Why Orange Is The New Black Can't Lose Laura Prepon
Netflix
Yesterday Buzzfeed reported that Laura Prepon, the owner of the most critically divisive eyebrows on Orange Is the New Black, was springing herself from women’s prison, returning for the second season only long enough to close the arc of Piper’s hot ex, Alex Vause. An hour and a half after the news had been posted (and commenters had roundly responded with frowny faces and hopes that she would stick around if offered more cash), Netflix called the story “not accurate.” If she were leaving, it would be a strange choice: Vause is the best role she’s played since That ’70’s Show‘s Donna Pinciotti, and OITNB one-upped Netflix originals House of Cards and Arrested Development (the reboot, that is) by getting renewed before it even debuted. Why risk losing that momentum?
Even if you’re not a Vause fan — and I am not particularly a Vause fan, mostly because any scene time stolen from Crazy Eyes is a felony — her relationship with Piper is the glue that holds the plot together. She’s the reason that Piper is in prison in the first place, after all, having seduced her into becoming a drug mule a decade before they both were sentenced (and, perhaps, the person who named Piper two years before the statute of limitations ran out on their drug trafficking charge).

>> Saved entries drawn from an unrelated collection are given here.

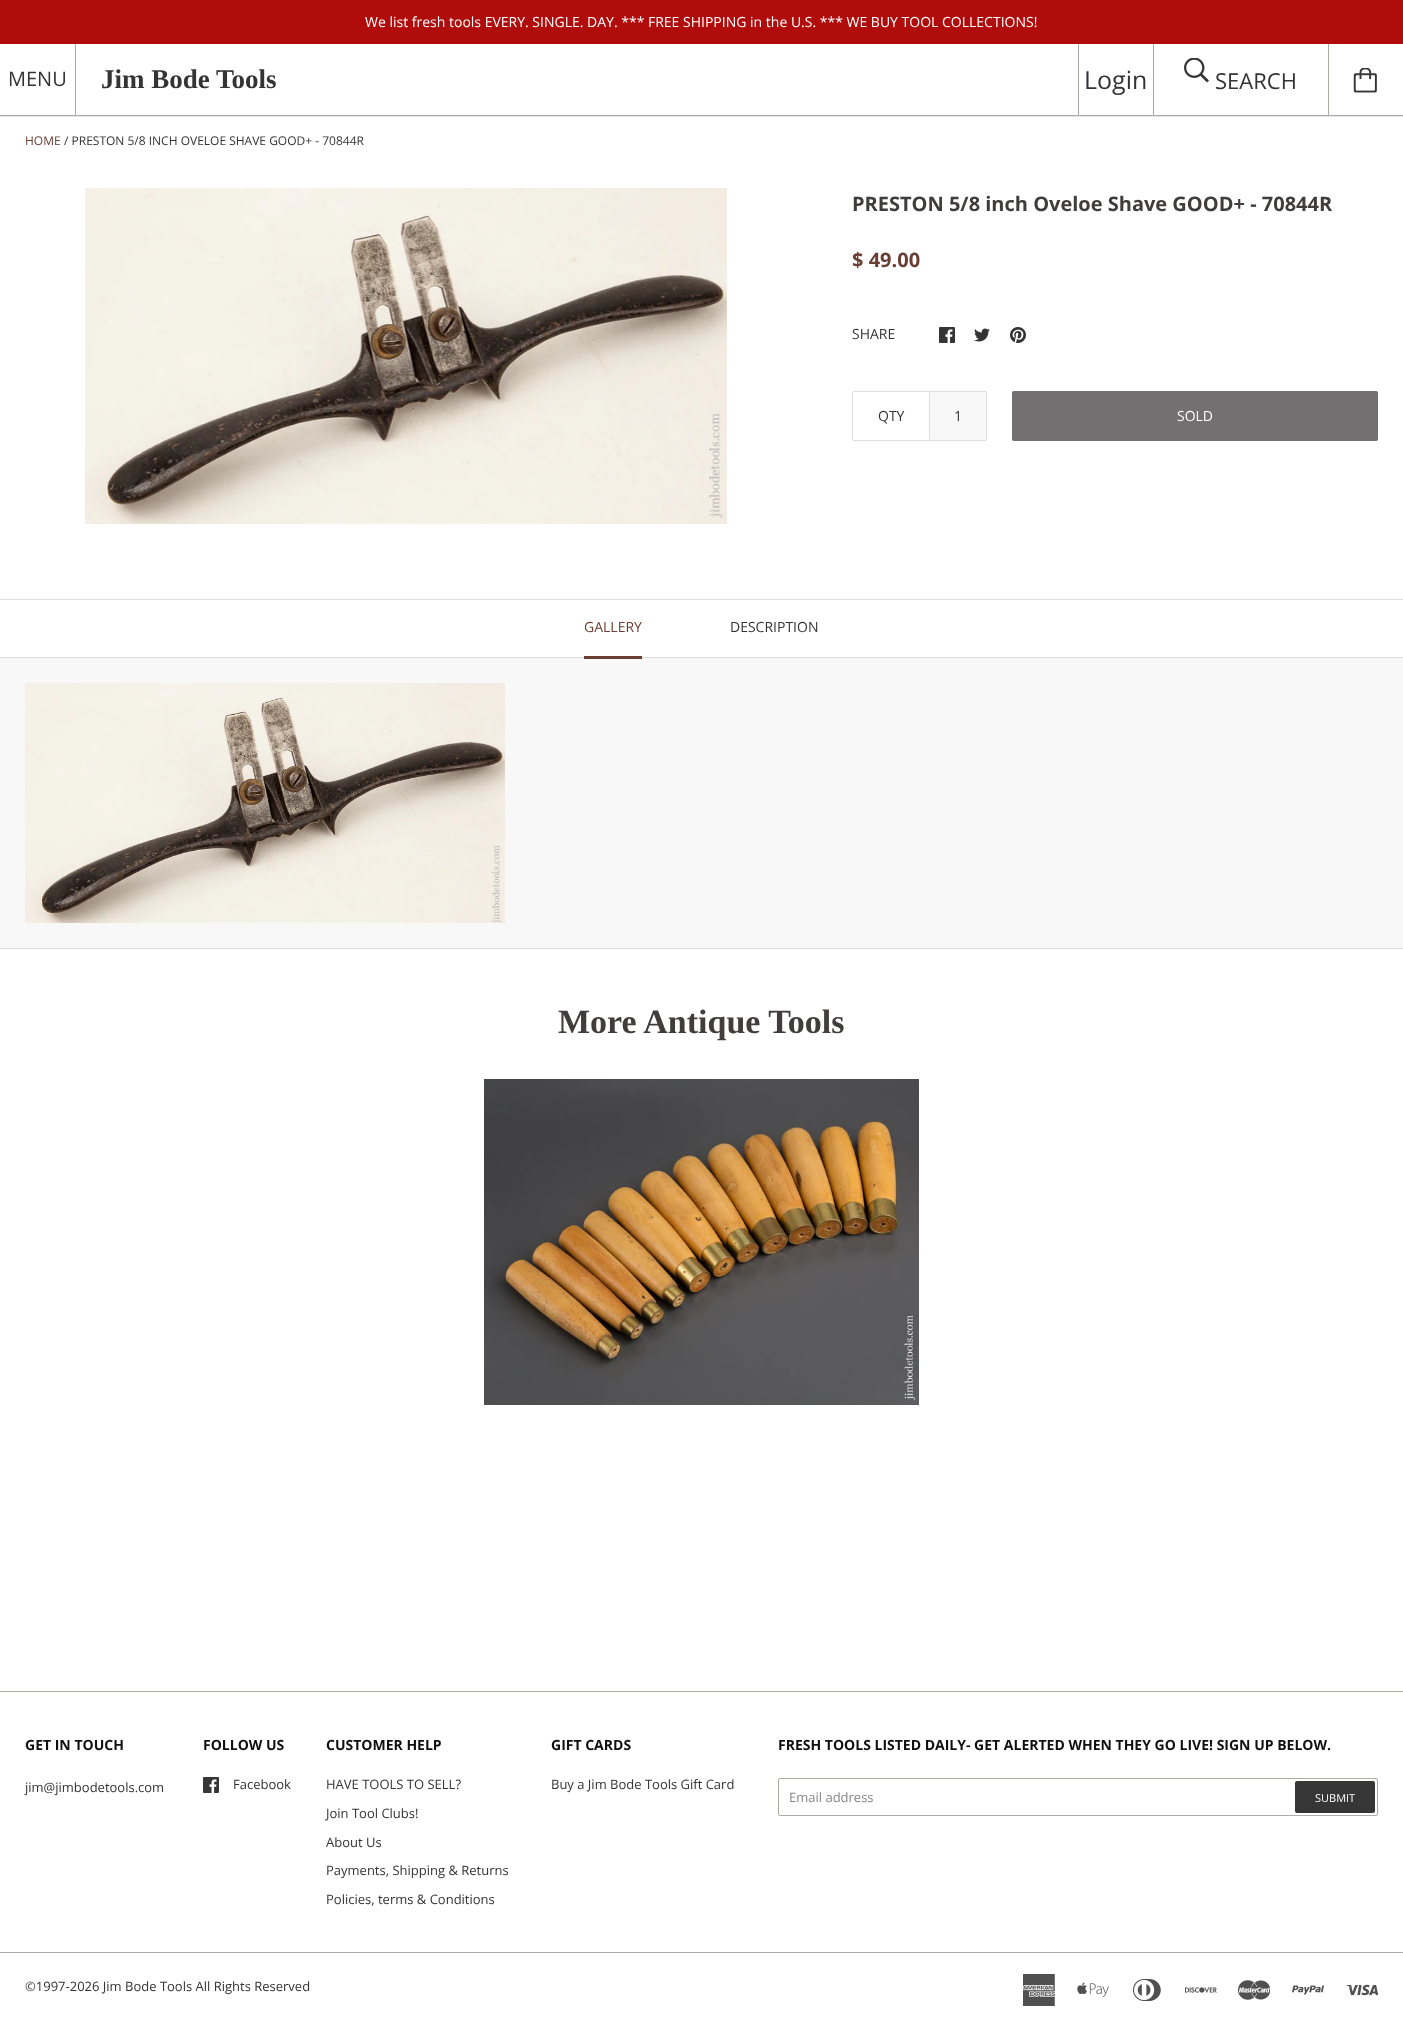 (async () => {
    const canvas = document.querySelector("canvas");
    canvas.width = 1403;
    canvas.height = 2019;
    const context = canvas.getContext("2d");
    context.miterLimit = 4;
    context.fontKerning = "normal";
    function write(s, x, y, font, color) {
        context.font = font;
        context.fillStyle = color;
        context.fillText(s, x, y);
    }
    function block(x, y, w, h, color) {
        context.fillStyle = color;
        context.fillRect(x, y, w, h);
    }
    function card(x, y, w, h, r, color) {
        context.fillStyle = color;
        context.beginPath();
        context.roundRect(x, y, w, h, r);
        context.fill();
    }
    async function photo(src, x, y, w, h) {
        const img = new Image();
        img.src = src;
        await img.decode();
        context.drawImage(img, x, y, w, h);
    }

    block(0, 0, 1403, 2019, "rgb(255, 255, 255)");
    block(0, 0, 1403, 44, "rgb(176, 12, 12)");
    write("We list fresh tools EVERY. SINGLE. DAY. *** FREE SHIPPING in the U.S. *** WE BUY TOOL COLLECTIONS!", 365, 27, "14px Open Sans", "rgb(255, 255, 255)");
    block(0, 116, 1403, 1, "rgb(230, 230, 228)");
    block(0, 115, 1403, 1, "rgb(170, 173, 166)");
    write("MENU", 8, 86, "20px Open Sans", "rgb(52, 52, 52)");
    block(75, 44, 1, 71, "rgb(170, 173, 166)");
    write("Jim Bode Tools", 101, 88, "bold 27px Liberation Serif", "rgb(52, 52, 52)");
    block(1078, 44, 1, 71, "rgb(170, 173, 166)");
    write("Login", 1084, 89, "25px Open Sans", "rgb(52, 52, 52)");
    block(1153, 44, 1, 71, "rgb(170, 173, 166)");
    await photo("media/1.png", 1184, 58, 25, 25);
    write("SEARCH", 1215, 89, "22px Open Sans", "rgb(52, 52, 52)");
    block(1328, 44, 1, 71, "rgb(170, 173, 166)");
    await photo("media/2.png", 1353, 68, 24, 25);
    write("HOME", 25, 145, "12px Open Sans", "rgb(105, 62, 52)");
    write("/ PRESTON 5/8 INCH OVELOE SHAVE GOOD+ - 70844R", 64, 145, "12px Open Sans", "rgb(52, 52, 52)");
    await photo("media/3.png", 85, 188, 642, 336);
    write("PRESTON 5/8 inch Oveloe Shave GOOD+ - 70844R", 852, 211, "bold 20px Open Sans", "rgb(65, 61, 61)");
    write("$ 49.00", 852, 267, "bold 20px Open Sans", "rgb(105, 62, 52)");
    write("SHARE", 852, 339, "14px Open Sans", "rgb(52, 52, 52)");
    await photo("media/4.png", 939, 327, 16, 16);
    await photo("media/5.png", 974, 328, 16, 14);
    await photo("media/6.png", 1010, 327, 16, 16);
    context.beginPath();
    context.roundRect(852.5, 391.5, 134, 49, 1.5);
    context.strokeStyle = "rgb(221, 221, 221)";
    context.stroke();
    block(929, 392, 1, 48, "rgb(221, 221, 221)");
    write("QTY", 878, 421, "14px Open Sans", "rgb(52, 52, 52)");
    card(930, 392, 56, 48, 2, "rgb(248, 248, 248)");
    write("1", 954, 421, "14px Open Sans", "rgb(52, 52, 52)");
    card(1012, 391, 366, 50, 2, "rgb(114, 112, 113)");
    write("SOLD", 1177, 421, "14px Open Sans", "rgb(255, 255, 255)");
    block(0, 948, 1403, 1, "rgb(221, 221, 221)");
    block(0, 599, 1403, 1, "rgb(221, 221, 221)");
    block(0, 657, 1403, 1, "rgb(221, 221, 221)");
    write("GALLERY", 584, 632, "14px Open Sans", "rgb(105, 62, 52)");
    block(0, 658, 1403, 290, "rgb(248, 248, 248)");
    block(584, 656, 58, 3, "rgb(105, 62, 52)");
    write("DESCRIPTION", 730, 632, "14px Open Sans", "rgb(52, 52, 52)");
    await photo("media/7.png", 25, 683, 480, 240);
    write("More Antique Tools", 558, 1033, "bold 34px Liberation Serif", "rgb(65, 61, 61)");
    await photo("media/8.png", 484, 1079, 435, 326);
    block(0, 1691, 1403, 1, "rgb(170, 173, 166)");
    write("GET IN TOUCH", 25, 1750, "bold 14px Open Sans", "rgb(16, 16, 16)");
    write("jim@jimbodetools.com", 25, 1792, "13px Open Sans", "rgb(52, 52, 52)");
    write("FOLLOW US", 203, 1750, "bold 14px Open Sans", "rgb(16, 16, 16)");
    await photo("media/9.png", 203, 1777, 16, 16);
    write("Facebook", 233, 1789, "13px Open Sans", "rgb(52, 52, 52)");
    write("CUSTOMER HELP", 326, 1750, "bold 14px Open Sans", "rgb(16, 16, 16)");
    write("HAVE TOOLS TO SELL?", 326, 1789, "13px Open Sans", "rgb(52, 52, 52)");
    write("Join Tool Clubs!", 326, 1818, "13px Open Sans", "rgb(52, 52, 52)");
    write("About Us", 326, 1847, "13px Open Sans", "rgb(52, 52, 52)");
    write("Payments, Shipping & Returns", 326, 1875, "13px Open Sans", "rgb(52, 52, 52)");
    write("Policies, terms & Conditions", 326, 1904, "13px Open Sans", "rgb(52, 52, 52)");
    write("GIFT CARDS", 551, 1750, "bold 14px Open Sans", "rgb(16, 16, 16)");
    write("Buy a Jim Bode Tools Gift Card", 551, 1789, "13px Open Sans", "rgb(52, 52, 52)");
    write("FRESH TOOLS LISTED DAILY- GET ALERTED WHEN THEY GO LIVE! SIGN UP BELOW.", 778, 1750, "bold 14px Open Sans", "rgb(16, 16, 16)");
    context.beginPath();
    context.roundRect(778.5, 1778.5, 599, 37, 1.5);
    context.strokeStyle = "rgb(170, 173, 166)";
    context.stroke();
    write("Email address", 789, 1802, "13px Open Sans", "rgb(134, 134, 134)");
    card(1295, 1781, 80, 32, 2, "rgb(54, 54, 54)");
    write("SUBMIT", 1315, 1802, "11px Open Sans", "rgb(255, 255, 255)");
    block(0, 1952, 1403, 1, "rgb(170, 173, 166)");
    write("©1997-2026 Jim Bode Tools All Rights Reserved", 25, 1991, "13px Open Sans", "rgb(52, 52, 52)");
    await photo("media/10.png", 1023, 1974, 32, 32);
    await photo("media/11.png", 1077, 1982, 32, 16);
    await photo("media/12.png", 1133, 1979, 28, 22);
    await photo("media/13.png", 1185, 1987, 32, 6);
    await photo("media/14.png", 1238, 1980, 32, 20);
    await photo("media/15.png", 1292, 1985, 32, 10);
    await photo("media/16.png", 1346, 1984, 32, 12);
})();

The show takes plenty of liberties from its source material, Piper Kerman’s memoir of the same name, and though Prepon’s Vause doesn’t look like “a short, raspy-voiced Midwesterner who looked a bit like a white Eartha Kitt,” she certainly has a handle on the “impossibly cool” part. It’s not tough to imagine falling in love with Vause and then regretting it, or having her evilly yank your heart right back after you’ve spent a day in the SHU.
In her memoir, Kerman refers to Vause’s character as “Nora Jansen,” also a pseudonym; during part of her time served, Kerman and her mysterious drug lord ex-girlfriend shared a cell, which Kerman claims helped her accept responsibility for her crimes. While much of Kerman’s real life is accessible to non-threatening stalkers (threatening stalkers, you can stop reading now) who want to see how much she resembles the actress who plays her, Taylor Schilling (answer: a lot), it’s tough to dig up the real identity of the inspiration for Alex Vause, and of course you could argue that that’s none of our business anyway. But she’s a critical piece of the puzzle, the answer to the question Kerman poses preemptively on her blog: How did a “nice blonde lady,” one of those ladies who have “loving families, Seven Sisters degrees, and no priors,” end up in the clink? The answer is one that adapts awfully well for television: She was in love. The bad kind.
One of the surprises about Orange Is the New Black is how light it is. Much of that can be attributed to the fact that the horrific things that happen to and around Piper in the Litch lockup are leavened by her chemistry with Vause, their sexual tension somehow knotting all of the loose ends of Piper’s past together so that she’s never completely isolated or swallowed up by her circumstances. It’s a given that prison is a bleak place, and it isn’t easy to paint it as a setting that is as often dangerous as it is unexpectedly hospitable. The inmates’ separation from their families creates a void (a topic that Kerman touched on earlier this week in a New York Times editorial, which is well worth a read) that needs to be filled by their bonds with each other, and Vause’s connection with Piper is much more than a substitution formed under extreme circumstances. It’s more titillating and rich than anything that could be cooked up over a 15-month term, more threatening to her future marriage and general life trajectory once she earns her freedom, raising the stakes exponentially. We understand Piper as someone who doesn’t want to cheat on her fiancé, because she is, at her core, good — but everyone also seemed to understand Piper, and the real Kerman, as someone who would never have taken drug money to Belgium in a Tumi bag. In order to buy that her character would be capable of either, we have to invest in Vause as the most powerful villain in the OITNB world.
Alex’s continued presence gives Piper a shadow, coloring her personality with 50 shades of orange. Take her away, and suddenly Piper’s only options are to revert back to a Master Cleanse–hyping yuppie suffering through her sentence, or a fickle sadist who simply seeks out a new bad girl to blame for the corruption of her virtuousness. Unless Vause is truly special, Piper is just a schmuck. The reason the show is great is that Piper is not a schmuck, and neither, really, is anyone else. They each fought their demons (and then the law) and lost, and the demons that haunt OINTB are one of the major reasons to tune in. Straighten up your glasses, Prepon, and look at what you’ve done.